-- Material for this exercise follows --

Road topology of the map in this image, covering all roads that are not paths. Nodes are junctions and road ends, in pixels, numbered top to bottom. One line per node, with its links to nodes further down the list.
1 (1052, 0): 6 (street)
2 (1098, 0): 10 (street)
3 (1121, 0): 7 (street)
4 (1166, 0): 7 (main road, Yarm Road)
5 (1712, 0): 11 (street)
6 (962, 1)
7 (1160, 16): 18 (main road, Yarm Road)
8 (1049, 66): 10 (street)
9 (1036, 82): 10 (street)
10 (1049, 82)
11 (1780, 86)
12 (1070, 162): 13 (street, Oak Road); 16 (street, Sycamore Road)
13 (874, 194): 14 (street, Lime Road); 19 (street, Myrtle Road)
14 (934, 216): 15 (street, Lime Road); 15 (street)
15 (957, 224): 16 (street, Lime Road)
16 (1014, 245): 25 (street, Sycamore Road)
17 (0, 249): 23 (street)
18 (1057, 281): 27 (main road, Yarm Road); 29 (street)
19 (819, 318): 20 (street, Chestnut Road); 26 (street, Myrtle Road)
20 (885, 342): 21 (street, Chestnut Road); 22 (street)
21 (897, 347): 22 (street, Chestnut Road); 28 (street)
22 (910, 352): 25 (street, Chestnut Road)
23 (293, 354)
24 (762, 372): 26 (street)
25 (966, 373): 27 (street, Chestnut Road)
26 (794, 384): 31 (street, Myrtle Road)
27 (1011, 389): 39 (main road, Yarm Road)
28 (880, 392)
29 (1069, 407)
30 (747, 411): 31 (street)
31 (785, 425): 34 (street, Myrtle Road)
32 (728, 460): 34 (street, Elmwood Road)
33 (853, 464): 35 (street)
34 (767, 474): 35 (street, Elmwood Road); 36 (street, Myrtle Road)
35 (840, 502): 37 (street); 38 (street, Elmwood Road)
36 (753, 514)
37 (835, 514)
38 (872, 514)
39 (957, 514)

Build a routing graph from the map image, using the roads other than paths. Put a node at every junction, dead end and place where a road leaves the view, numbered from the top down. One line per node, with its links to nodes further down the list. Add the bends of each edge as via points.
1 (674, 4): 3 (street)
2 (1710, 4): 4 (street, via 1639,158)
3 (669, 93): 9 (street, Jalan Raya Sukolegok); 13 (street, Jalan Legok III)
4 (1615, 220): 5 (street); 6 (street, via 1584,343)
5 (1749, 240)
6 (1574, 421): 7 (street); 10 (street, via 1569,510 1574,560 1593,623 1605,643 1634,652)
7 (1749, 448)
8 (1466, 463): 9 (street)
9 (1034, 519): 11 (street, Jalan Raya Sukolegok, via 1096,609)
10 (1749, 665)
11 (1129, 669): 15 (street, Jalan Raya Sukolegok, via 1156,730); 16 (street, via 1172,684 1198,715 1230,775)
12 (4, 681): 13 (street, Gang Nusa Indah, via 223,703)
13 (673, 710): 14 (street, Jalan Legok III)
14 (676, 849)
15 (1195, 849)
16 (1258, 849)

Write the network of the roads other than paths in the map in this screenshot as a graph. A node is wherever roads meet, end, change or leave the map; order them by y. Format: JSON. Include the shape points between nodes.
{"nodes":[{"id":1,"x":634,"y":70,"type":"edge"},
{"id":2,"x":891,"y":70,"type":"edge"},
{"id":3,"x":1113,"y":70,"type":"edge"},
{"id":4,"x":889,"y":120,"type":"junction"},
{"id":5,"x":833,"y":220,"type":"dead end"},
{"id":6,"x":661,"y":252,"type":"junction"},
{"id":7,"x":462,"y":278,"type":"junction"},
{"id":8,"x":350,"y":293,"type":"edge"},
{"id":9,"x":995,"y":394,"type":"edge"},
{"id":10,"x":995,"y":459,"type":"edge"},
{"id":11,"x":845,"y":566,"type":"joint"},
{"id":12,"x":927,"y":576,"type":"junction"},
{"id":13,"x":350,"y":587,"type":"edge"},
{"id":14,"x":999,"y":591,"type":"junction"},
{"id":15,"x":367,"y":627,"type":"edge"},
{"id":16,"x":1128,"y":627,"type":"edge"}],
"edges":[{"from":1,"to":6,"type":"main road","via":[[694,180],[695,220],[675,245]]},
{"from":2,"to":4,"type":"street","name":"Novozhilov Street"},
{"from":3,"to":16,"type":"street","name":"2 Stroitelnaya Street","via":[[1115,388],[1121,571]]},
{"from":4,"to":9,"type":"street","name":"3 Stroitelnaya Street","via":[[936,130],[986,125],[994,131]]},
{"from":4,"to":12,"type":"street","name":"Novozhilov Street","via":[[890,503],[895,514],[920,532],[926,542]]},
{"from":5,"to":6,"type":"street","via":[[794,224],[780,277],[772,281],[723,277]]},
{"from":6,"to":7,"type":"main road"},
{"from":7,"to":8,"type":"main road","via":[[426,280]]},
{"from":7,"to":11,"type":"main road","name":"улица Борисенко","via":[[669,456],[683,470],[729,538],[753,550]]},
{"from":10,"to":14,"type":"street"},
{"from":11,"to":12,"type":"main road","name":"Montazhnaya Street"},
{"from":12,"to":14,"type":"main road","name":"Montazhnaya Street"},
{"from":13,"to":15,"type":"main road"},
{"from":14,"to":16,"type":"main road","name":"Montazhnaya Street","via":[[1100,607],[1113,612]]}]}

-- Material for this exercise concluded --

## Assigned task
Check the listing above for "Jalan". Show every line where it turns up.

## Your solution
3 (669, 93): 9 (street, Jalan Raya Sukolegok); 13 (street, Jalan Legok III)
9 (1034, 519): 11 (street, Jalan Raya Sukolegok, via 1096,609)
11 (1129, 669): 15 (street, Jalan Raya Sukolegok, via 1156,730); 16 (street, via 1172,684 1198,715 1230,775)
13 (673, 710): 14 (street, Jalan Legok III)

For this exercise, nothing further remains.